(Saved data entries)
+--

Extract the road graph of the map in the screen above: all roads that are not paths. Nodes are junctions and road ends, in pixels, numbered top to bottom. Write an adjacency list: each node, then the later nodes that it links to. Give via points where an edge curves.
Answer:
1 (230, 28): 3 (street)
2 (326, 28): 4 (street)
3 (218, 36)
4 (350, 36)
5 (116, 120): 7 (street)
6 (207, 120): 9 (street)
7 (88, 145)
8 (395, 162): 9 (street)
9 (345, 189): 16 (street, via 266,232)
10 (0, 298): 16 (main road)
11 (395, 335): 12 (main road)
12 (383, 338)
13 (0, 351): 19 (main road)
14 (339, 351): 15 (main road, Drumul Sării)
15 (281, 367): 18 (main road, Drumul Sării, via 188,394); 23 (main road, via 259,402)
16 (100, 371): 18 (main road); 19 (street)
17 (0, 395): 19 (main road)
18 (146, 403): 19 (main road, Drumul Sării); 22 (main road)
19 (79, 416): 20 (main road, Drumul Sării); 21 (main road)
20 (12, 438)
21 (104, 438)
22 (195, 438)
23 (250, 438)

+--

• Task goal
Give the data again. Keep every line identical.

• Worked solution
Extract the road graph of the map in the screen above: all roads that are not paths. Nodes are junctions and road ends, in pixels, numbered top to bottom. Write an adjacency list: each node, then the later nodes that it links to. Give via points where an edge curves.
Answer:
1 (230, 28): 3 (street)
2 (326, 28): 4 (street)
3 (218, 36)
4 (350, 36)
5 (116, 120): 7 (street)
6 (207, 120): 9 (street)
7 (88, 145)
8 (395, 162): 9 (street)
9 (345, 189): 16 (street, via 266,232)
10 (0, 298): 16 (main road)
11 (395, 335): 12 (main road)
12 (383, 338)
13 (0, 351): 19 (main road)
14 (339, 351): 15 (main road, Drumul Sării)
15 (281, 367): 18 (main road, Drumul Sării, via 188,394); 23 (main road, via 259,402)
16 (100, 371): 18 (main road); 19 (street)
17 (0, 395): 19 (main road)
18 (146, 403): 19 (main road, Drumul Sării); 22 (main road)
19 (79, 416): 20 (main road, Drumul Sării); 21 (main road)
20 (12, 438)
21 (104, 438)
22 (195, 438)
23 (250, 438)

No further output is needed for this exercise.